The Sovereignty Bluff: Why We Are Tenants in Our Own Business
Executive Summary:
- The Risk: We have legal ownership of our cloud data, but no operational possession. If a vendor locks us out, we stop functioning.
- The Compliance Gap: Current SaaS backups likely fail DORA/NIS2 requirements because they cannot be restored without the vendor's cooperation.
- The Solution: A "Lifeboat Architecture" that keeps a neutral, vendor-independent copy of critical data, allowing you to operate a "Minimum Viable Company" during a crisis.
We celebrate our "Cloud First" strategies and lull ourselves into a false sense of security because our contracts guarantee us "ownership" of the data. But when the plug is pulled — whether by technical outages, geopolitical tensions, or a simple blocked credit card — the brutal truth is revealed: We have ownership, but we do not have possession.
We are tenants in our own business, and the landlord has changed the locks.
While European politics debates the dependency on foreign payment services like VISA and MasterCard, we face a more immediate existential threat in our daily IT operations. Is SaaS a poison pill? It isn't inherently good or bad, but our current approach to it is a strategic trap. We need to stop acting like well-insured tenants and start acting like owners.
To do this, we must identify and protect our "Minimum Viable Company" — the core set of data and processes required to keep the business alive if the cloud evaporates. We don't need to replicate the entire luxury cruise ship of our SaaS stack; we just need a lifeboat that floats.
Read on for the full details.
Ownership vs. Possession: The Brutal Truth
The fundamental risk of SaaS is not "security" or "cost" — it is the illusion of control.
Think of it this way: You have the title to your car (Ownership), but the car is parked in a garage you don't own, and the garage owner holds the only set of keys (Possession). If the garage owner decides to lock the doors because of a "Terms of Service violation" or a billing dispute, your legal ownership is worthless. You are standing on the street, staring at a car you own but cannot drive.
We accept that the SaaS vendor can cut access to our own data at any moment without advance notice. We accept making do with only the capabilities they provide. We accept blind trust in their security posture.
This is not just a technical inconvenience; it is a sovereignty crisis. Digital sovereignty doesn't mean building everything yourself. It means having the choice and the ability to leave or continue operations, even if the cloud provider is no longer there.

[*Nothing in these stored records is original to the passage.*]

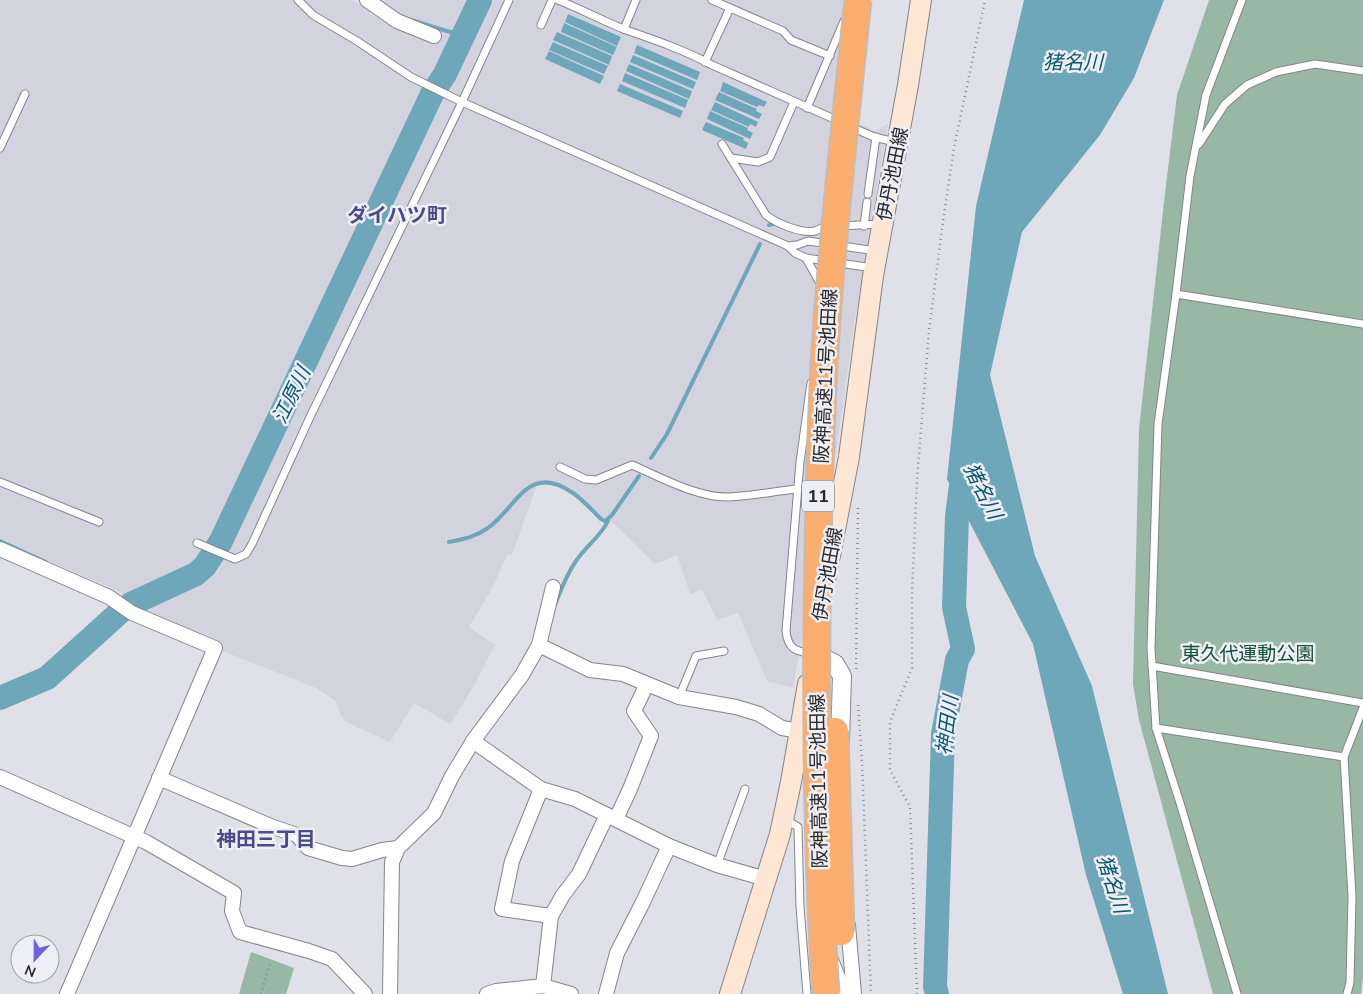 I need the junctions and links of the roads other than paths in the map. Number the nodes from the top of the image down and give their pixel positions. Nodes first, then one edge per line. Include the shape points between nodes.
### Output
1 (298, 0) edge
2 (366, 0) edge
3 (509, 0) edge
4 (552, 0) edge
5 (558, 0) edge
6 (579, 0) edge
7 (636, 0) edge
8 (712, 0) edge
9 (876, 0) edge
10 (921, 0) edge
11 (1242, 0) edge
12 (575, 7) junction
13 (730, 8) junction
14 (851, 8) edge
15 (541, 24) dead end
16 (624, 29) junction
17 (434, 36) dead end
18 (830, 56) junction
19 (705, 62) junction
20 (1363, 71) edge
21 (25, 94) dead end
22 (462, 102) junction
23 (794, 102) junction
24 (807, 108) junction
25 (876, 137) junction
26 (898, 142) junction
27 (722, 144) dead end
28 (0, 148) edge
29 (1195, 151) junction
30 (731, 158) junction
31 (873, 224) junction
32 (829, 244) junction
33 (788, 246) junction
34 (806, 258) junction
35 (876, 259) junction
36 (824, 260) junction
37 (822, 291) junction
38 (1176, 294) junction
39 (1363, 324) edge
40 (817, 350) dead end
41 (812, 379) dead end
42 (560, 467) dead end
43 (0, 482) edge
44 (798, 489) junction
45 (99, 522) dead end
46 (836, 524) junction
47 (198, 544) dead end
48 (0, 549) edge
49 (553, 587) dead end
50 (539, 645) junction
51 (724, 651) dead end
52 (812, 654) junction
53 (1152, 666) junction
54 (646, 684) junction
55 (679, 697) junction
56 (1363, 703) edge
57 (1363, 708) edge
58 (1156, 728) junction
59 (800, 731) junction
60 (473, 741) junction
61 (1344, 757) junction
62 (841, 776) junction
63 (0, 777) edge
64 (159, 778) junction
65 (541, 789) junction
66 (745, 789) dead end
67 (611, 817) junction
68 (783, 819) junction
69 (134, 837) junction
70 (669, 846) junction
71 (398, 848) junction
72 (716, 865) junction
73 (766, 879) junction
74 (551, 916) junction
75 (543, 986) junction
76 (68, 994) edge
77 (365, 994) edge
78 (390, 994) edge
79 (487, 994) edge
80 (571, 994) edge
81 (606, 994) edge
82 (730, 994) edge
83 (807, 994) edge
84 (826, 994) edge
85 (844, 994) edge
86 (854, 994) edge
87 (1237, 994) edge
88 (1347, 994) edge

1 - 22 lane via 313,15 411,77
2 - 17 street via 397,21
3 - 22 lane
4 - 15 lane
5 - 12 lane
6 - 12 lane
7 - 16 lane
8 - 13 lane
9 - 46 highway, 阪神高速11号池田線 / 11 via 845,324
10 - 26 main road, 伊丹池田線
11 - 29 lane via 1206,95
12 - 16 lane
13 - 18 lane
13 - 19 lane
14 - 18 lane
14 - 84 highway, 阪神高速11号池田線 / 11, bridge via 827,318 818,496 818,831
16 - 19 lane
18 - 24 lane
19 - 23 lane
20 - 29 lane via 1315,64 1276,72 1247,85 1225,104
21 - 28 lane
22 - 33 lane
22 - 47 lane via 310,416 252,544 246,554 235,559
23 - 24 lane
23 - 30 lane via 770,157 758,162
24 - 25 lane
25 - 26 lane
25 - 31 lane via 868,198
26 - 31 main road, 伊丹池田線
27 - 30 lane
29 - 38 lane
30 - 31 lane via 758,205 774,222 805,231 826,226
31 - 35 main road, 伊丹池田線
32 - 33 lane via 808,241
32 - 35 lane
32 - 36 lane
33 - 34 lane
34 - 36 lane
34 - 37 lane
35 - 36 lane
35 - 46 main road, 伊丹池田線 via 849,456
36 - 37 lane
37 - 40 lane
38 - 39 lane
38 - 53 lane via 1158,424
41 - 44 lane
42 - 44 lane via 585,479 596,480 632,465 684,486 728,497
43 - 45 lane
44 - 52 lane via 786,631 792,648
46 - 52 main road, 伊丹池田線
46 - 85 highway, 阪神高速11号池田線 / 11, bridge via 835,730
48 - 64 street via 215,648
49 - 50 street
50 - 54 street via 590,670 623,674
50 - 60 street via 522,675
51 - 55 lane via 696,656
52 - 59 main road, 伊丹池田線
52 - 62 street via 835,664 842,676
53 - 56 lane
53 - 58 lane
54 - 55 street
54 - 67 street via 634,711 651,736 630,789
55 - 59 street via 736,707 759,714 782,728
57 - 61 lane
58 - 61 lane
58 - 87 lane
59 - 68 main road, 伊丹池田線
60 - 65 street
60 - 71 street via 434,812
61 - 88 lane via 1352,896
62 - 85 street via 837,798 821,841 819,863 821,934
62 - 86 street
63 - 69 street
64 - 69 street
64 - 71 street via 297,835 308,848 342,858 352,859
65 - 67 street via 575,799
65 - 74 street via 512,861 502,909
66 - 72 lane
67 - 70 street
67 - 74 street
68 - 73 main road, 伊丹池田線
68 - 83 lane via 798,827
69 - 76 street
69 - 77 street via 234,893 232,911 240,932 332,959
70 - 72 street
70 - 81 street via 617,952
71 - 78 street via 392,862
72 - 73 street
73 - 82 main road, 伊丹池田線
74 - 75 street
75 - 79 street
75 - 80 street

The 15-Minute-Audit for CEOs: Ask your CIO this question today: "If [Critical SaaS Provider] bans our account this afternoon, do we have a PDF copy of every open invoice and a CSV list of every active client on a server we control?"
If the answer is "No, it's in the cloud backup," you are not insured. You are trapped.
The Lifeboat Architecture: Your "Data Jailbreak"
How do we regain possession? We need a "Data Jailbreak."
The "Lifeboat Architecture" is a simple but radical concept:
Keep a full copy of your data in your own possession while making full use of SaaS offerings.
This is similar to going on a transatlantic cruise and bringing along a personal lifeboat that runs alongside the ship. While every passenger is guaranteed a place on the ship's lifeboats, no SaaS vendor comes with an exit option built-in.
The Challenge: The "No Restore" Trap
In theory, this is simple: Automate backups to local storage. In practice, SaaS vendors make this arbitrarily difficult. After analyzing dozens of SaaS offerings, I found that standard APIs are often traps:
- The Metadata Gap: You can export files, but not the permissions or sharing controls that give them context. You cannot export the configuration that defines the SaaS behaviour.
- The One-Way Street: Vendors often provide no import function for the data you can export. You can only export some of your content, not all of it.
- The "Compliance" Excuse: Vendors point to manual, once-a-month GDPR exports when asked for automated backup solutions.
We need to break our data out of these proprietary silos. A true "Data Jailbreak" converts proprietary SaaS data into neutral, usable formats (JSON, CSV, PDF, EML, DOCX, XLSX, PPTX, etc.) that are readable without the original application.
Practical examples of this struggle and solution include:
- Microsoft 365: See the emerging Microsoft 365 Backup solutions, although I couldn't find details about what cannot be restored properly.
- Google Workspace: See my "Mission Impossible" analysis for a best-practice solution.
- Harvest Timetracking: See my "vibe-coded" backup tools article on how to build your own extraction tools when none exist.
The Rebellion: A Strategy for Digital Independence
Your IT strategy must shift from "managing subscriptions" to "ensuring survival." This is your rebellion against vendor lock-in.
- Backup is Resistance: Don't just tick a compliance box for DORA or NIS2. Use your backup budget to build genuine independence.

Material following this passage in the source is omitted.